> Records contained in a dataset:

──────────

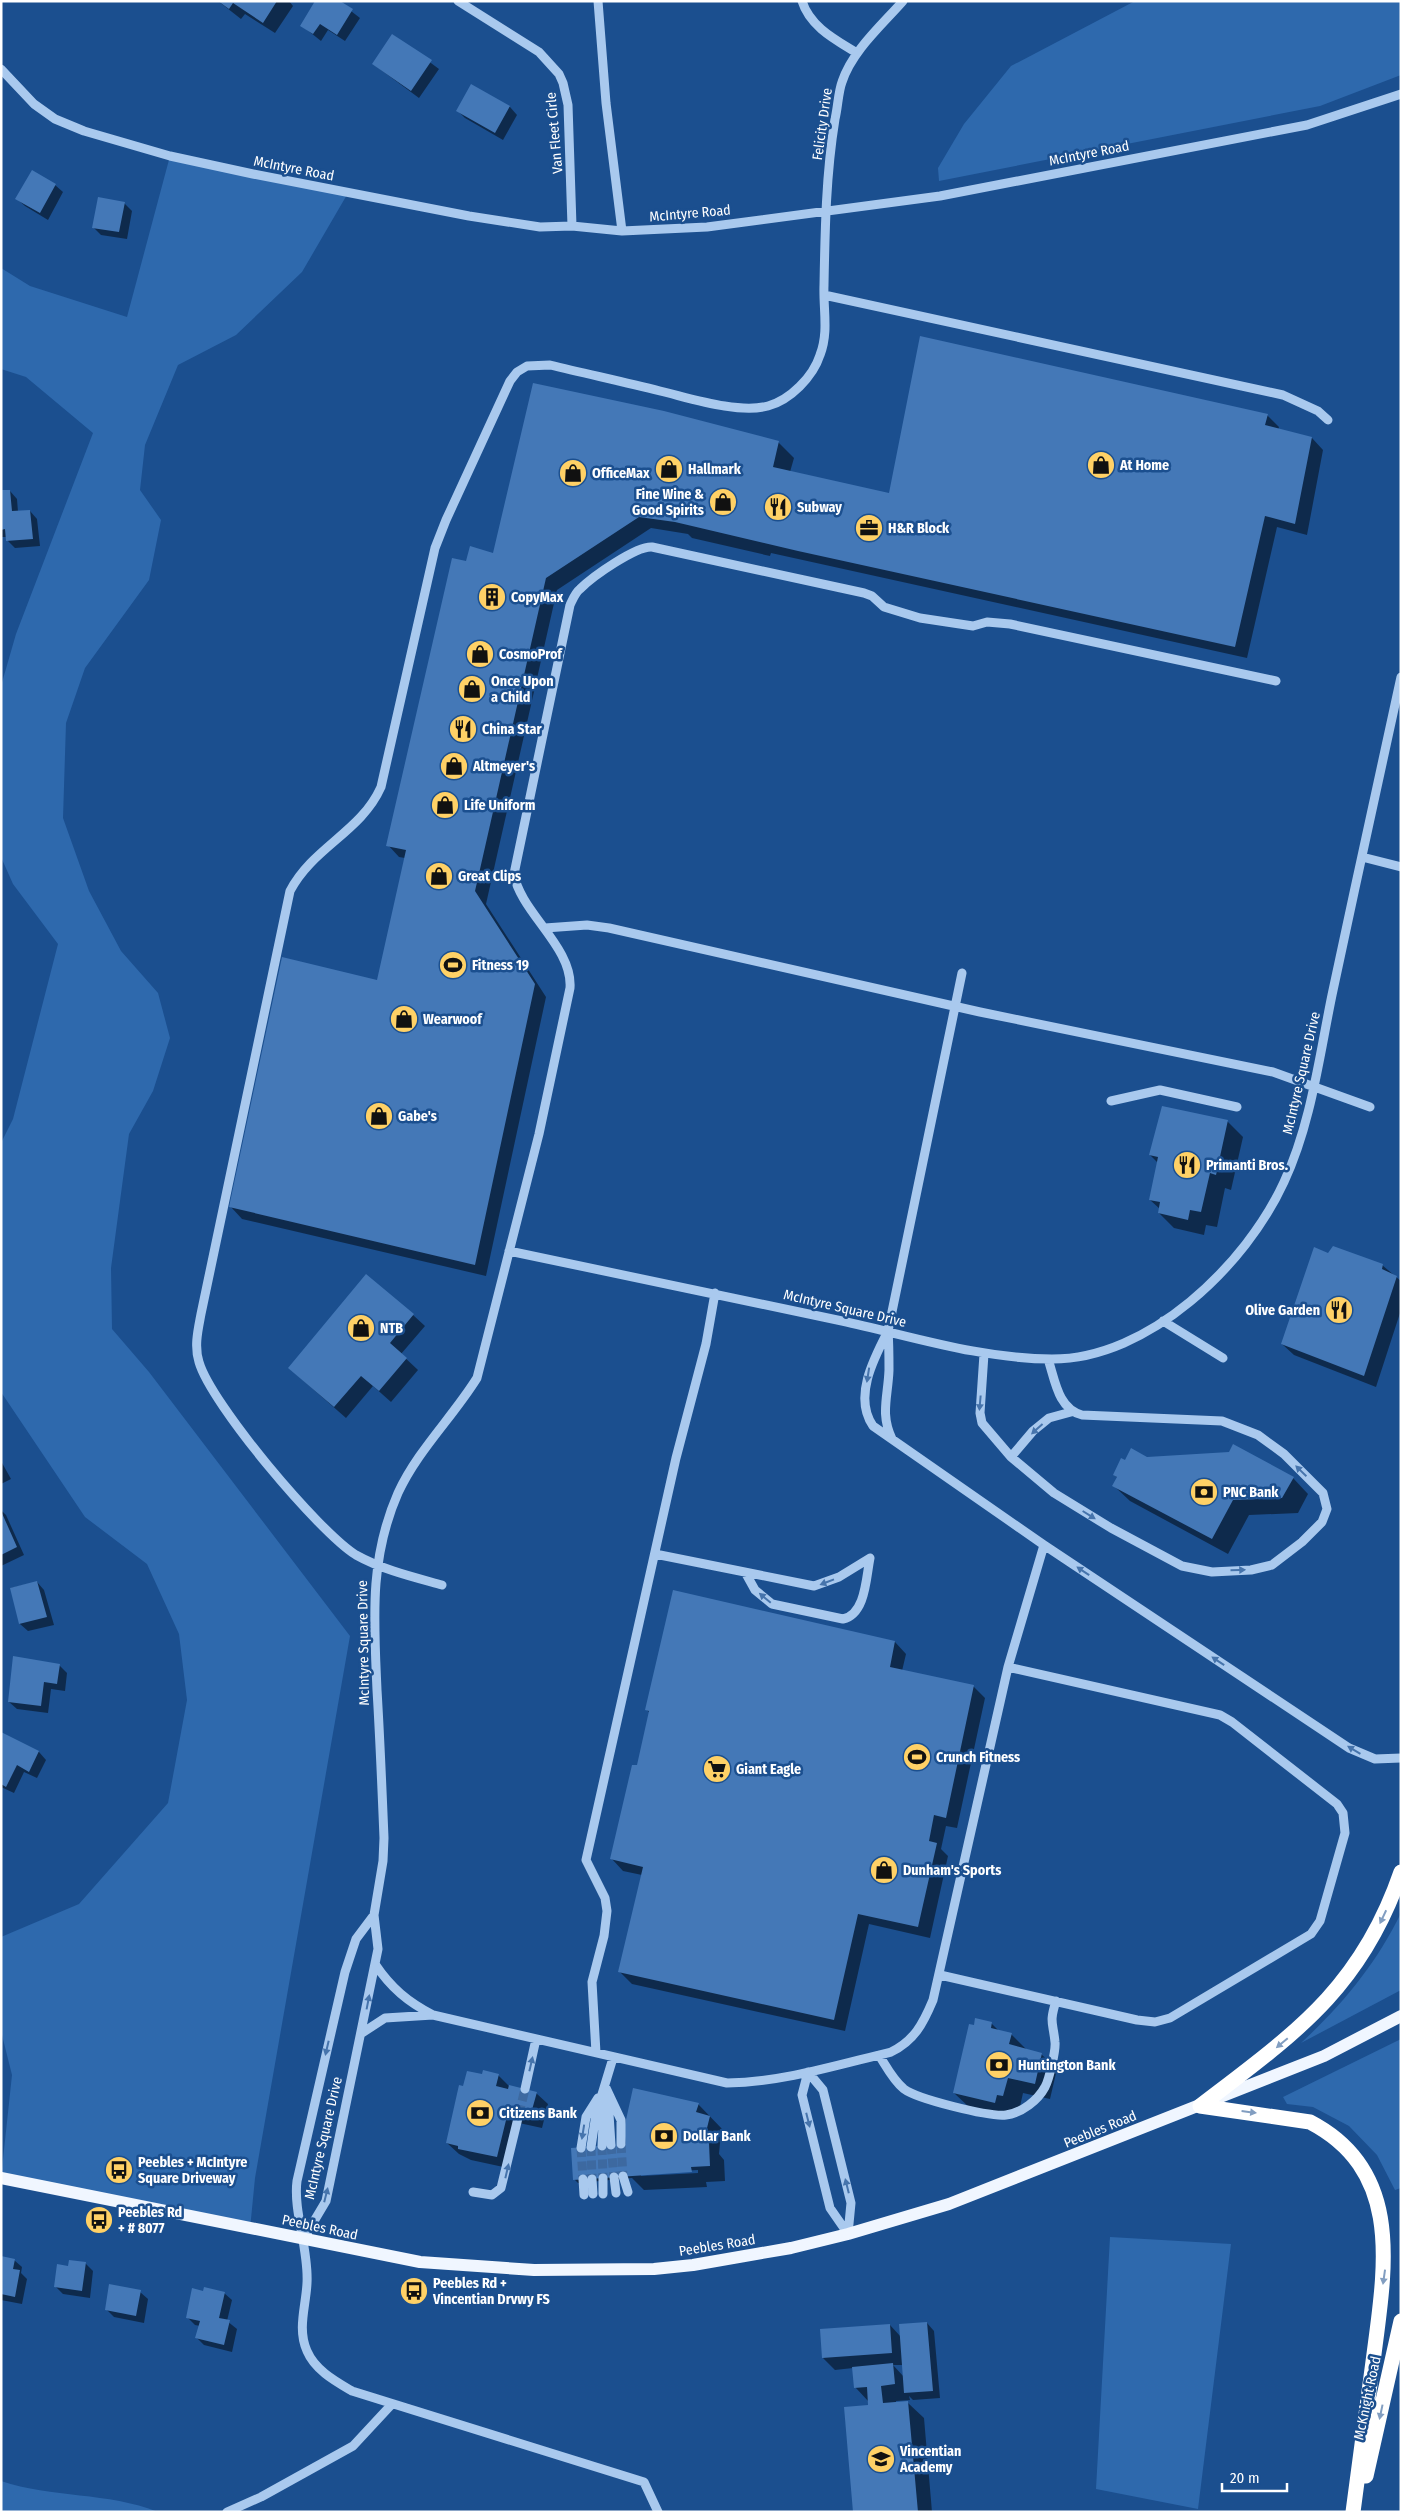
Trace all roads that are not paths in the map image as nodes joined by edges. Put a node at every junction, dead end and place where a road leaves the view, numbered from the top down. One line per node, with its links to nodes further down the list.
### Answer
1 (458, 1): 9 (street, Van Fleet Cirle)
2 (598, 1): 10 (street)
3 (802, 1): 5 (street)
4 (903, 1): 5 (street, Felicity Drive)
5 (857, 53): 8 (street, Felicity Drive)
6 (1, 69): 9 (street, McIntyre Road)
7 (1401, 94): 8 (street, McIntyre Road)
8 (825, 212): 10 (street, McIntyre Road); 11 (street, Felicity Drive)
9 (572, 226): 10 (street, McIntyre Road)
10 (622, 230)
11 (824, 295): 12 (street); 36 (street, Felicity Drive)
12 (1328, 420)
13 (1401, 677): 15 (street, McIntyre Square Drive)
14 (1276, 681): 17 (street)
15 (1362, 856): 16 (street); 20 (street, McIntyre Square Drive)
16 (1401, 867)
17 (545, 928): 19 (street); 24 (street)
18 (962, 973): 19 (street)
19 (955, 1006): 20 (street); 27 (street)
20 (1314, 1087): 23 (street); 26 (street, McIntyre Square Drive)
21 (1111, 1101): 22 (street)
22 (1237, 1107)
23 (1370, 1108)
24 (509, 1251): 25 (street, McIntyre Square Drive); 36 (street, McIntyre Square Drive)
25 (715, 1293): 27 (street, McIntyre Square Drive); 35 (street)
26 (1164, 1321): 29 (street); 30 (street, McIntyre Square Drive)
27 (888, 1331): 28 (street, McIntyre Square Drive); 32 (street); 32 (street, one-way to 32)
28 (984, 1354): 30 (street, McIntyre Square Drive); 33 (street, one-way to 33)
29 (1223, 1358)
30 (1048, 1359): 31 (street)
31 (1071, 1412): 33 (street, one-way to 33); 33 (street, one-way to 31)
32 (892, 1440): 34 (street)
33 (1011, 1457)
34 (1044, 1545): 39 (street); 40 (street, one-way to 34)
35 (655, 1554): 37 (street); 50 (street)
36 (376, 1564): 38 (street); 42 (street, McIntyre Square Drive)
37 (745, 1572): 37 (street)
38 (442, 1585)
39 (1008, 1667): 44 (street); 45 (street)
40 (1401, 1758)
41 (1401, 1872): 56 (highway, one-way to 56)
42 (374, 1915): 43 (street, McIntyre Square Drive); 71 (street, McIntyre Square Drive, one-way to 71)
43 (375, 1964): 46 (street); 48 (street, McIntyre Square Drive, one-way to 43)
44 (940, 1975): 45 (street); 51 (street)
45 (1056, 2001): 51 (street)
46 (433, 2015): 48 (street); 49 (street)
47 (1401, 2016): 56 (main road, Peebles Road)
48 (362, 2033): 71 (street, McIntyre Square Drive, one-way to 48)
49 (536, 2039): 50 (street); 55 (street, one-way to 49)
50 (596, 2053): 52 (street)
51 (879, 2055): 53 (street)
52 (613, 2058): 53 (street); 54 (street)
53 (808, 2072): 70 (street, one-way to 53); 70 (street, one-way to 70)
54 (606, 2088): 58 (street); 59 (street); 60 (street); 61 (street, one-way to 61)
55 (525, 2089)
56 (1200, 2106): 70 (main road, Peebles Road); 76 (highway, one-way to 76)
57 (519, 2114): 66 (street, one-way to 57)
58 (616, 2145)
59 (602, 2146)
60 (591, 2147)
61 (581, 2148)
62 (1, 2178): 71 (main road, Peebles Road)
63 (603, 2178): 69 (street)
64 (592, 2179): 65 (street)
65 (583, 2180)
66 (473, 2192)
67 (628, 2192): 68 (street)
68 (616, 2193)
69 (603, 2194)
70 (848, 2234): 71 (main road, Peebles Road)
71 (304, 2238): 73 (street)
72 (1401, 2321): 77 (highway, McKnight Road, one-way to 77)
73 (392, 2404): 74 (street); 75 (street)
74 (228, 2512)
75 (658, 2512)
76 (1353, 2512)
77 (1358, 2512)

──────────

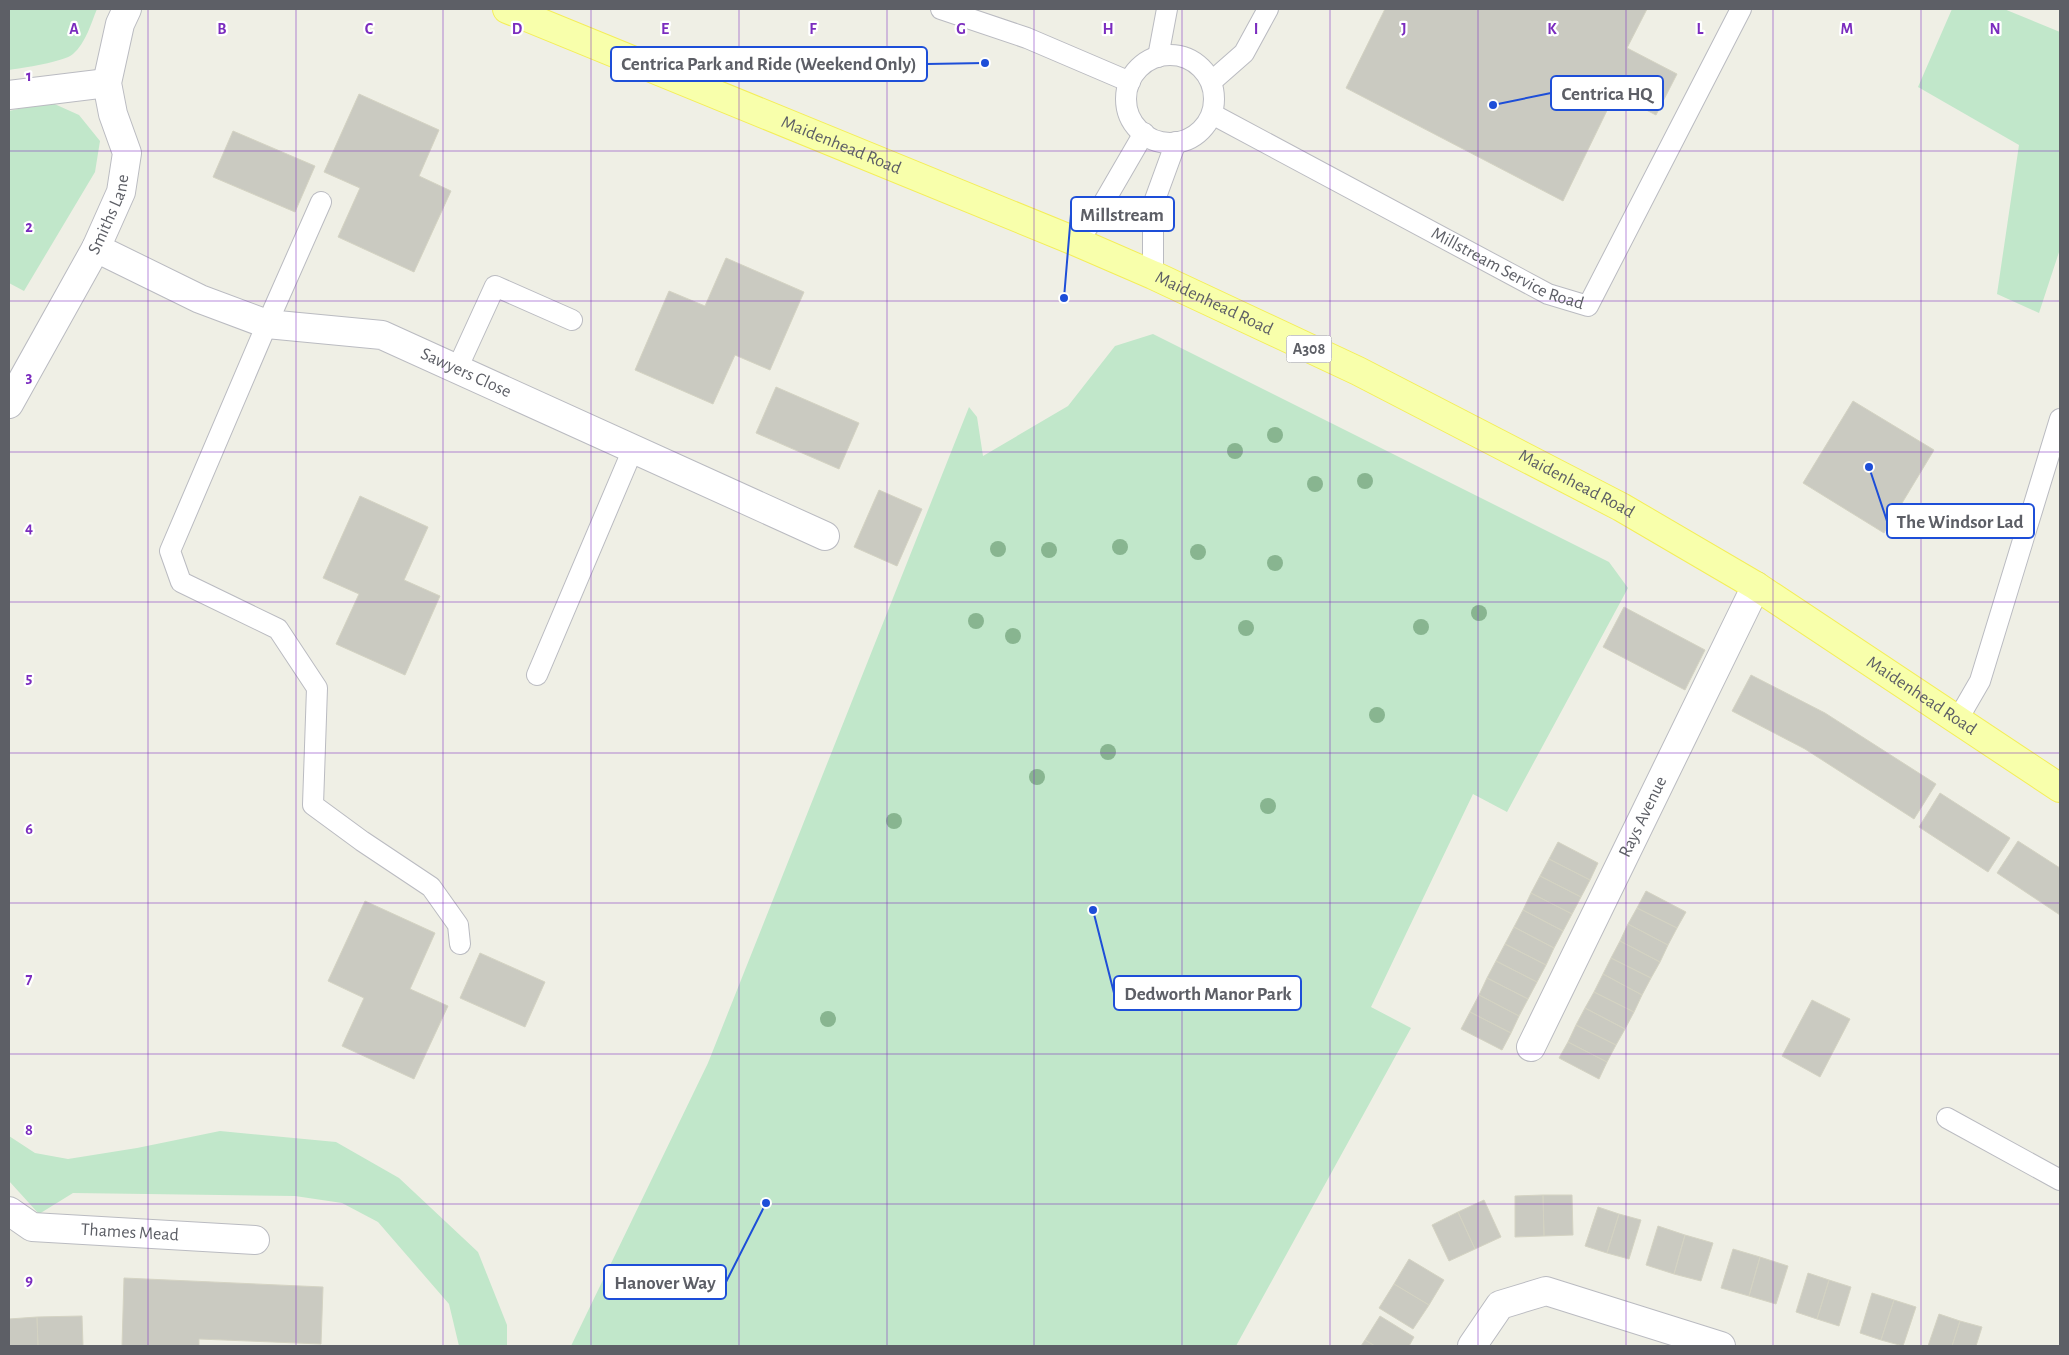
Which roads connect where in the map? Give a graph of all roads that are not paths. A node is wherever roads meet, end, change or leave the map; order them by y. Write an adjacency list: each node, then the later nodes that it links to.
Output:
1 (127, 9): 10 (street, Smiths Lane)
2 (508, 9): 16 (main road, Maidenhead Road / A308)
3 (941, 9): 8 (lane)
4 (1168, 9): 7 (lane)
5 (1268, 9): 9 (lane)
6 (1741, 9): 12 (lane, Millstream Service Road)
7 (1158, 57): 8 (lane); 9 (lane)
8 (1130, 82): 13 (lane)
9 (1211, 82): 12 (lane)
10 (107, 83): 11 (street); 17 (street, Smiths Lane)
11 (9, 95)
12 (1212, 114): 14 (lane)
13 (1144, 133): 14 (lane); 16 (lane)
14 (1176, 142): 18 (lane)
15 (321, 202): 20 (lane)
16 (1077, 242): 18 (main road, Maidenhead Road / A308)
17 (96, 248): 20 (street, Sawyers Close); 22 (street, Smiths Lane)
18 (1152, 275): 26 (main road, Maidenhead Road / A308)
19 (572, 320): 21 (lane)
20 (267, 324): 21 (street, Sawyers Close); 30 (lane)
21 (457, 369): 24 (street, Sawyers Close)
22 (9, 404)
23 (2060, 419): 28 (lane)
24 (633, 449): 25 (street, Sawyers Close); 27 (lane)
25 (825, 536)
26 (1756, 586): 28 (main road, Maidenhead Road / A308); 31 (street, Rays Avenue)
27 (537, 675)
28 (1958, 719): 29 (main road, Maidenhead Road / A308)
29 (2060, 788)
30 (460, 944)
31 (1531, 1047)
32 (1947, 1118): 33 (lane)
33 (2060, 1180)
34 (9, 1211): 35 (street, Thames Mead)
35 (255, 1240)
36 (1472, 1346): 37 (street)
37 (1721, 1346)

──────────

> WHAT YOU ARE ASKED TO DO: Go through the data above and return each line containing the string "Close".

> ANSWER TO THE EXERCISE:
17 (96, 248): 20 (street, Sawyers Close); 22 (street, Smiths Lane)
20 (267, 324): 21 (street, Sawyers Close); 30 (lane)
21 (457, 369): 24 (street, Sawyers Close)
24 (633, 449): 25 (street, Sawyers Close); 27 (lane)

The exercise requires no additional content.